While the bacon is frying, chop the green onions roughly and set aside.




Next, use a wire whisk to whisk together the eggs and milk in a large mixing bowl until they’re creamy and full of eggy goodness. You’re going for a light yellow color that is fluffy and full of yum.




Now stir in the green onions, hash browns and salt and mix it all gently until they are coated in the egg mixture. Do you see where this is going? Into my belly! That’s where!




Stir in 1 cup of the shredded cheese and then about 4 pieces of bacon and give it a stir to mix well. I find it easier at this point to mix everything using a rubber spatula instead of a spoon, but use what works for you.




Pour it into a 9 inch greased pie plate and bake at 350°F for 30-45 minutes or until the casserole is “set” in the center; meaning it doesn’t go wiggle wiggle anymore.


sample 3


After the eggs are set, remove your bacon egg and cheese casserole from the oven and sprinkle the rest of the cheese and the rest of the bacon on top. Cover it with a flour sack towel or piece of aluminium foil and allow it to fully melt. If the cheese doesn’t melt easily, you may need to pop it back into the oven for a few minutes to warm it.  If you do, be sure that the oven is actually off so that you don’t burn the casserole. Burnt eggs make for yucky dishes and no one wants to start their mornings off that way.

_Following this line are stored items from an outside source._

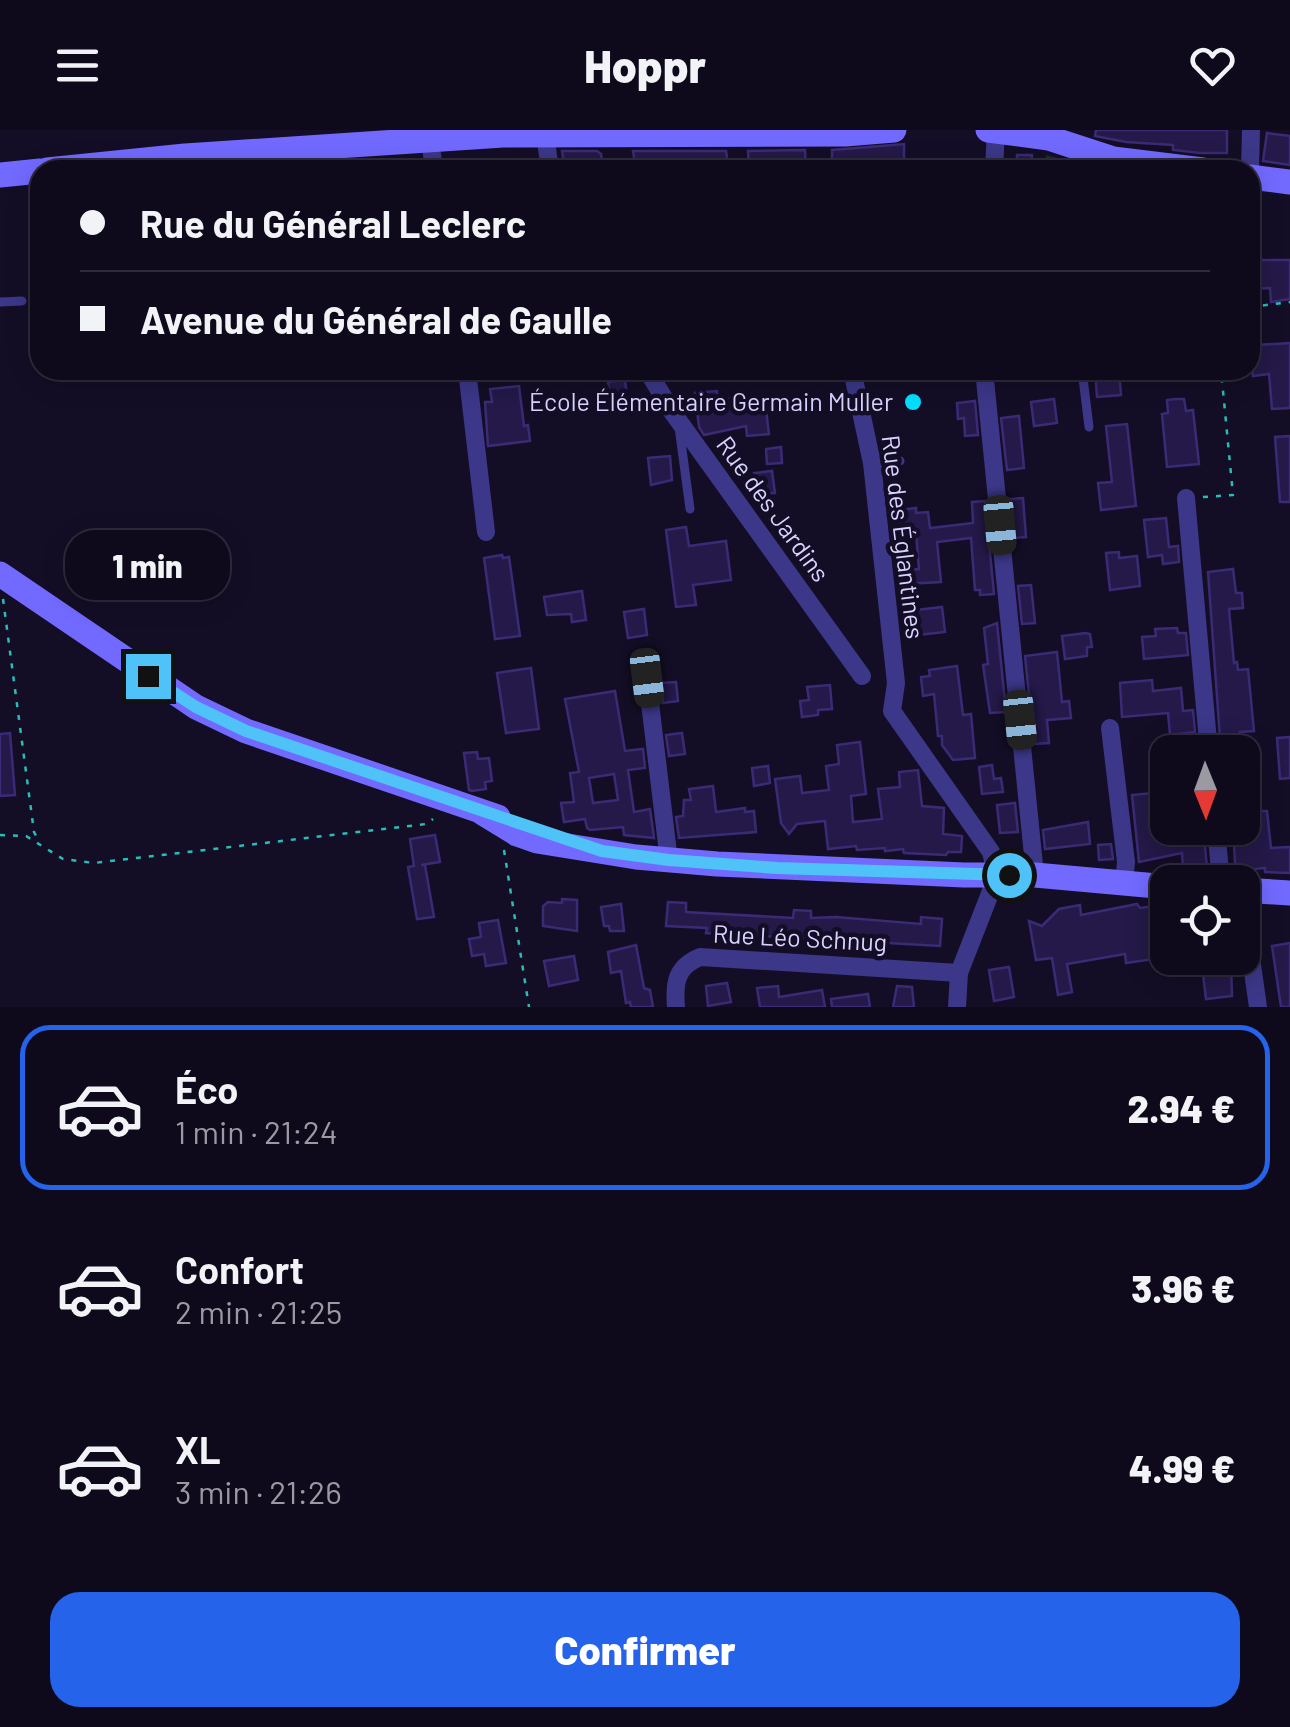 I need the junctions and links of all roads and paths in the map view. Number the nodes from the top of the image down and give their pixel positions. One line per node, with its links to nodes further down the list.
1 (894, 130): 5 (main road)
2 (988, 130): 3 (main road)
3 (996, 130): 10 (street); 11 (main road)
4 (1251, 130): 12 (street)
5 (551, 132): 6 (main road); 9 (street)
6 (427, 139): 7 (main road); 8 (street)
7 (144, 160)
8 (432, 160)
9 (550, 160)
10 (994, 160)
11 (1101, 160)
12 (1250, 160)
13 (30, 172): 14 (main road)
14 (0, 175)
15 (1260, 176): 16 (main road)
16 (1290, 182)
17 (22, 300): 18 (lane)
18 (0, 302)
19 (1290, 302): 20 (path)
20 (1260, 306)
21 (468, 380): 33 (street)
22 (654, 380): 27 (street, Rue des Jardins)
23 (854, 380): 30 (street, Rue des Églantines)
24 (985, 380): 45 (street)
25 (1083, 380): 28 (lane)
26 (1222, 380): 31 (path)
27 (678, 419): 32 (lane); 35 (street, Rue des Jardins)
28 (1089, 427)
29 (900, 461): 30 (lane)
30 (872, 463): 44 (street, Rue des Églantines)
31 (1186, 498): 38 (street)
32 (690, 509)
33 (486, 532)
34 (4, 578): 39 (main road); 42 (path)
35 (862, 676)
36 (647, 678): 43 (street)
37 (1110, 728): 46 (street)
38 (1207, 735)
39 (453, 802): 40 (main road); 42 (path)
40 (492, 820): 43 (main road); 52 (path)
41 (0, 835): 42 (path)
42 (40, 843)
43 (669, 860): 44 (main road)
44 (993, 875): 45 (main road); 50 (street)
45 (1036, 875): 46 (main road)
46 (1124, 884): 47 (main road)
47 (1150, 886)
48 (1260, 892): 49 (main road)
49 (1290, 893)
50 (959, 973): 53 (street, Rue Léo Schnug); 54 (street)
51 (1254, 975): 55 (street)
52 (528, 1007)
53 (676, 1007)
54 (957, 1007)
55 (1258, 1007)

Bacon, Egg & Cheese Breakfast Casserole

Author: Stacy Barr


  • 5 eggs
  • 1/2 c milk
  • 3 c frozen hash browns thawed
  • 1/3 c green onion chopped
  • 1/2 tsp salt
  • 1.5 c shredded cheddar cheese
  • 5 slices bacon


  • Cut your bacon into pieces and fry until it’s crispy.
  • Chop green onions roughly.
  • Combine eggs and milk and whisk until well blended.
  • Stir in hash browns, salt, green onions, approx 4 slices of bacon and 1 cup of cheese.
  • Pour into 9" deep dish pie pan.
  • Bake at 350 for 30-45 minutes or until the eggs are set.
  • Immediately top with the remaining cheese and bacon.
  • Cut into wedges and serve.



  1. Looks delish, what kind of hash browns do you use or does it matter?

  2. Looks delish!! Will this work with diced hash browns and can you leave out the onions?

  3. Lindsay Pate says

    Is it possible to fully prep the night before and leave in fridge until ready to bake in the morning?

  4. I made this on Christmas morning and it was delicious and so easy!! I’ll definitely be making this again!! Thank you for the recipe!! 🙂

  5. Shirley Mitchell says

    Since I have frozen “Potatoes O’Brian” on hand I am going to substitute the onions and hash browns with this.

  6. This was simple, easy, & delicious!!!! Everyone loved it, so I’ll definitely be making it again!!!

  7. Dawn Renee' says

    Finally someone who gets the crispy bacon part of me! I don’t eat floppy bacon. I cannot wait to make this!!! Thank you so much for your recipe including crisp bacon!

  8. Janet Curtis says

    I wonder if sausage would work, or maybe both!

  9. Sue Kearns says

    Can I double the recipe and put it in a 13 x 9 inch pan?

    • Stacy Ott says

      Doubling it should be fine, just be sure the eggs don’t burn since it will need a longer cook time.